CIL, the country’s largest coal producer, has been censured by the Competition Commission earlier also. In December 2013, a penalty of about Rs 1,773 crore was imposed.
In its latest ruling, the Commission said Coal India and Western Coalfields violated competition norms by imposing unfair and discriminatory conditions on the buyer.
The Commission, which keeps a tab on unfair business practices at the market place, has said the opposite parties meted out “differential treatment” with small buyers vis-a-vis power producers.
The complaint was filed by GHCL, which is into the business of soda ash, detergent, chemicals, silicates and host of other basic chemicals.
Besides directing Coal India to “cease and desist” from indulging in unfair business practices, the regulator has asked to remedial steps, as per an order made public today.
According to the Competition Commission of India (CCI), Coal India and its subsidiaries operate independent of market forces and enjoy undisputed dominance in the relevant market.

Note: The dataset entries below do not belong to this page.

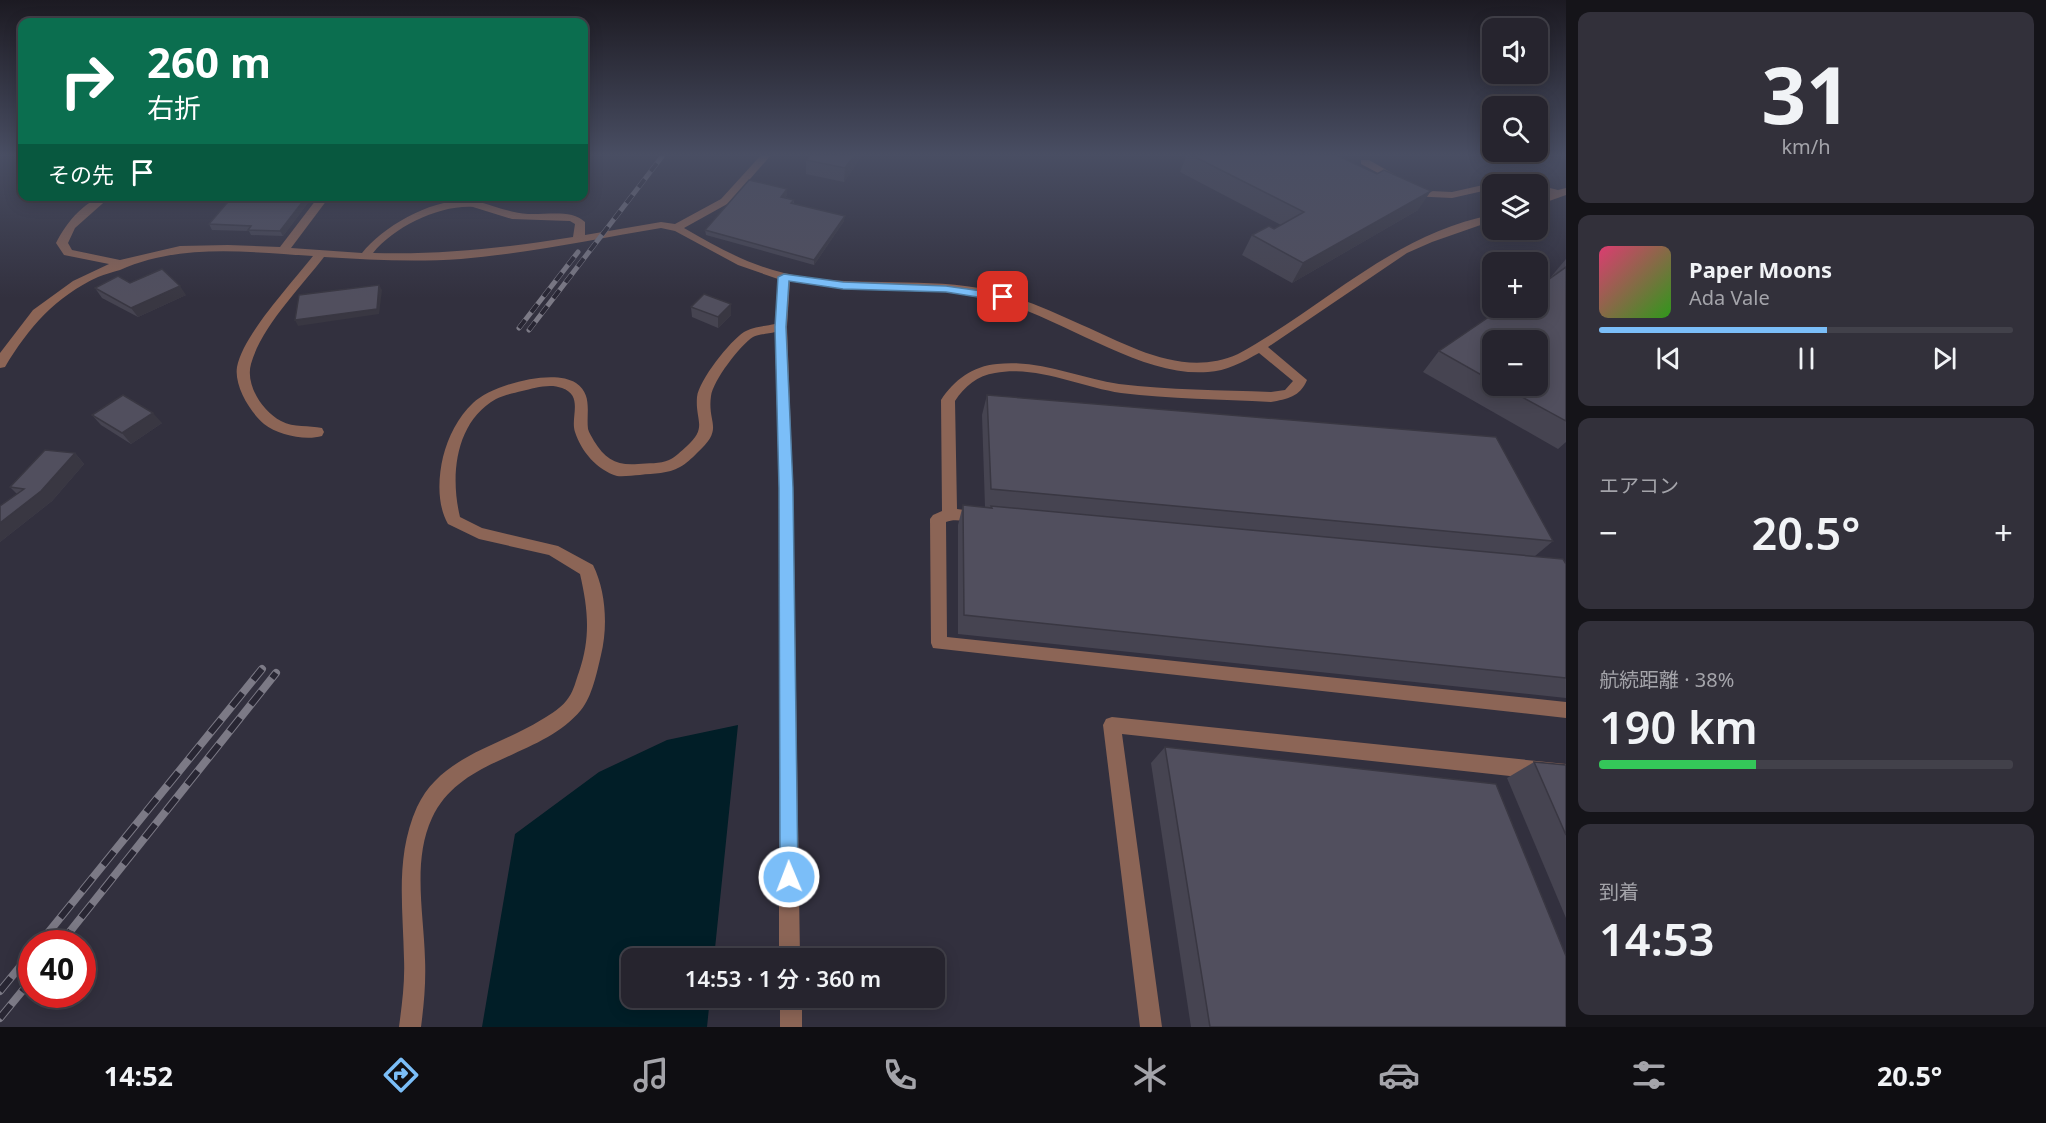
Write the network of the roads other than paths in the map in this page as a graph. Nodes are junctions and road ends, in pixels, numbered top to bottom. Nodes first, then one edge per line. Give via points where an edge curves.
1 (99, 202) edge
2 (320, 202) edge
3 (723, 202) edge
4 (1482, 221) edge
5 (678, 227) junction
6 (578, 238) junction
7 (282, 252) junction
8 (320, 255) junction
9 (364, 257) junction
10 (116, 267) junction
11 (784, 277) junction
12 (781, 327) junction
13 (1260, 348) junction
14 (0, 364) edge
15 (317, 432) dead end
16 (951, 514) junction
17 (997, 518) edge
18 (1566, 710) edge
19 (1566, 773) edge
20 (790, 948) edge
21 (791, 1008) edge
22 (410, 1027) edge
23 (791, 1027) edge
24 (1151, 1027) edge

1 - 10 street via 70,226 62,243 68,253 107,259 115,262
2 - 7 street
3 - 5 street
4 - 13 street via 1416,244 1392,257
5 - 6 street via 661,225
5 - 11 street via 699,242
6 - 9 street via 472,254
6 - 9 street via 580,222 572,218 520,216 459,204 411,221
7 - 8 street
7 - 10 street via 198,248 166,252
8 - 9 street
8 - 15 street via 244,365 247,391 263,415 274,425 296,432
10 - 14 street via 43,307 14,340
11 - 12 street
11 - 13 street via 843,286 946,289 1003,297 1184,368 1209,368
12 - 20 street
12 - 22 street via 749,334 720,365 704,397 705,438 677,463 666,467 620,471 597,458 580,430 583,403 564,382 541,380 491,396 474,408 457,433 447,490 453,520 479,533 553,550 586,570 599,633 575,704 549,725 462,767 424,813 413,846 415,978
13 - 16 street via 1300,380 1290,395 1119,388 1016,367 974,374 948,400
16 - 17 street
16 - 18 street via 938,519 939,643
19 - 24 street via 1112,725
21 - 23 street

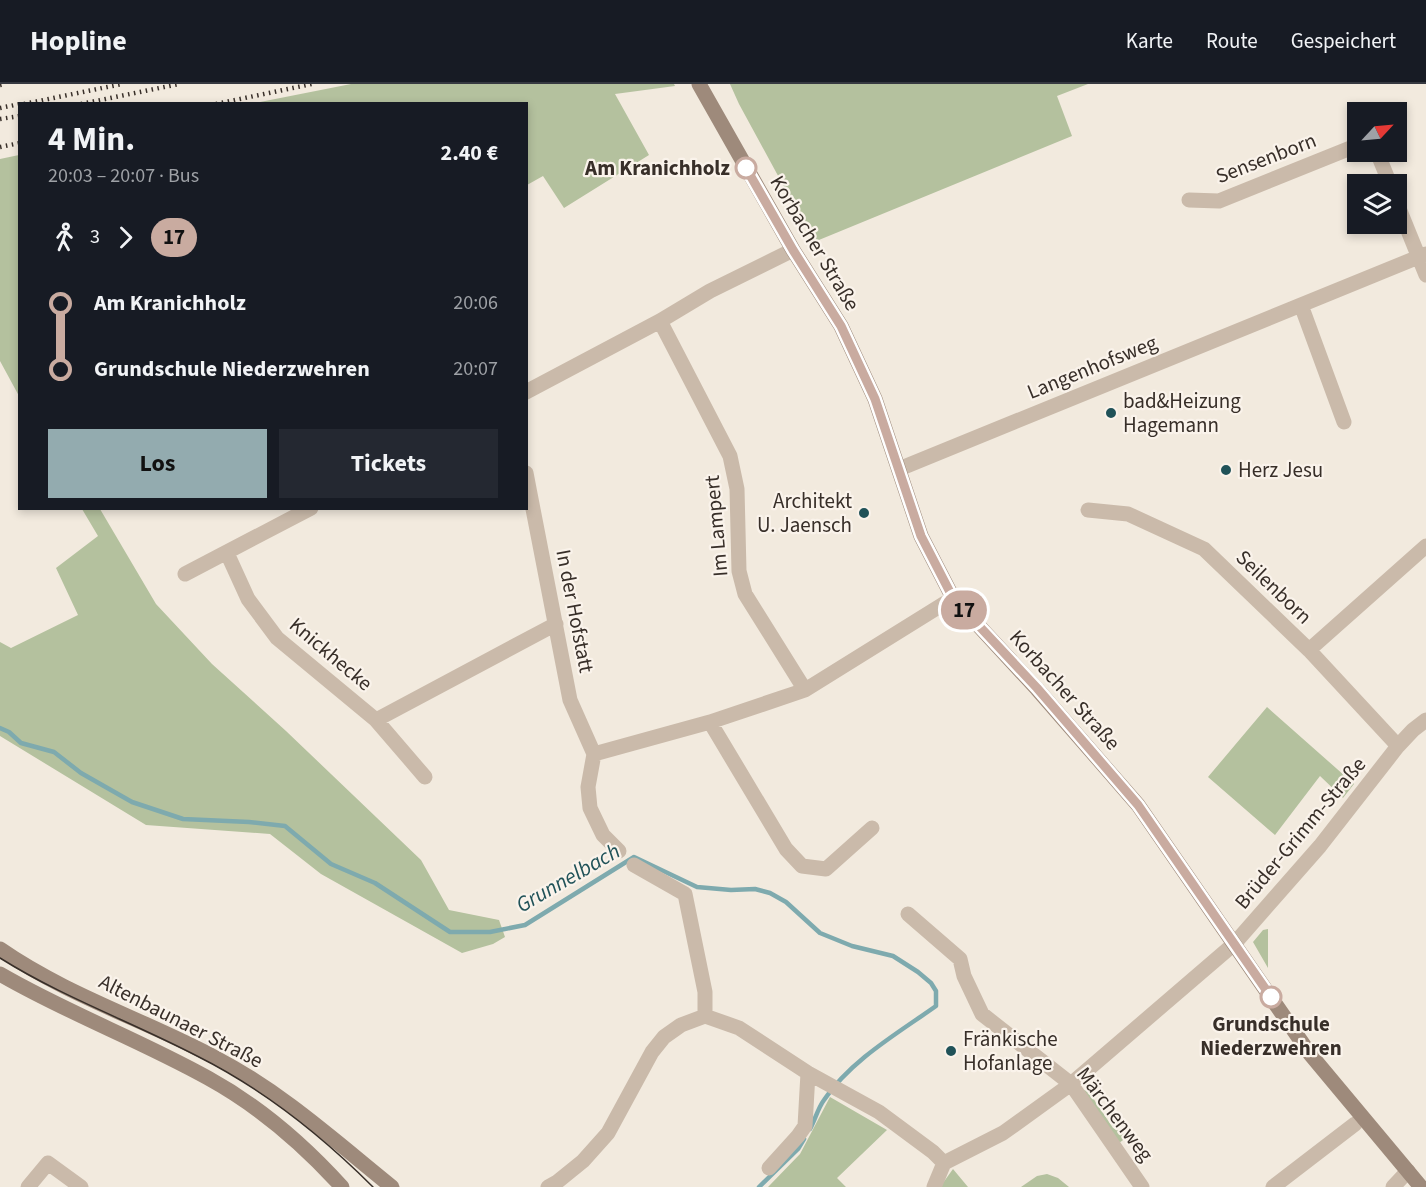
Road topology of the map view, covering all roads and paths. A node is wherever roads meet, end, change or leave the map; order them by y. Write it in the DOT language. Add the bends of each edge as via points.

In its 38-page order dated February 16, the Commission while agreeing with the findings of its Director General (DG) said that Coal India and Western Coalfields have “imposed unfair and discriminatory conditions relating to quality, sampling & analysis, stones and oversized coal“.
The fair trade watchdog noted that since penalty was imposed earlier, it was refraining from doing so again.
”... it is made clear that in the facts and circumstances of the present case, the Commission refrains from imposing any penalty upon the opposite parties as a penalty of Rs 1,773.05 crore was already imposed upon them in the previous batch of informations with respect to inter alia similar issues,” the order said.
The Commission’s penalty order, issued in December 2013, has been challenged by CIL at Competition Appellate Tribunal.
Attributing to the DG report, the regulator said the two entities have accepted that there was no provision for testing of quality of coal in the FSA (Fuel Supply Agreement) for the small buyers.
DG is the investigation arm of the Commission.
“The reason for this was cited as the increase in expenses and reduction in target profit. The FSA casts no obligation on the opposite parties to supply the coal of quality and size agreed upon.
“Further, it has come in the DG report that provisions regarding assessment of quality, sampling and analysis have not been provided in the FSA,” the order said.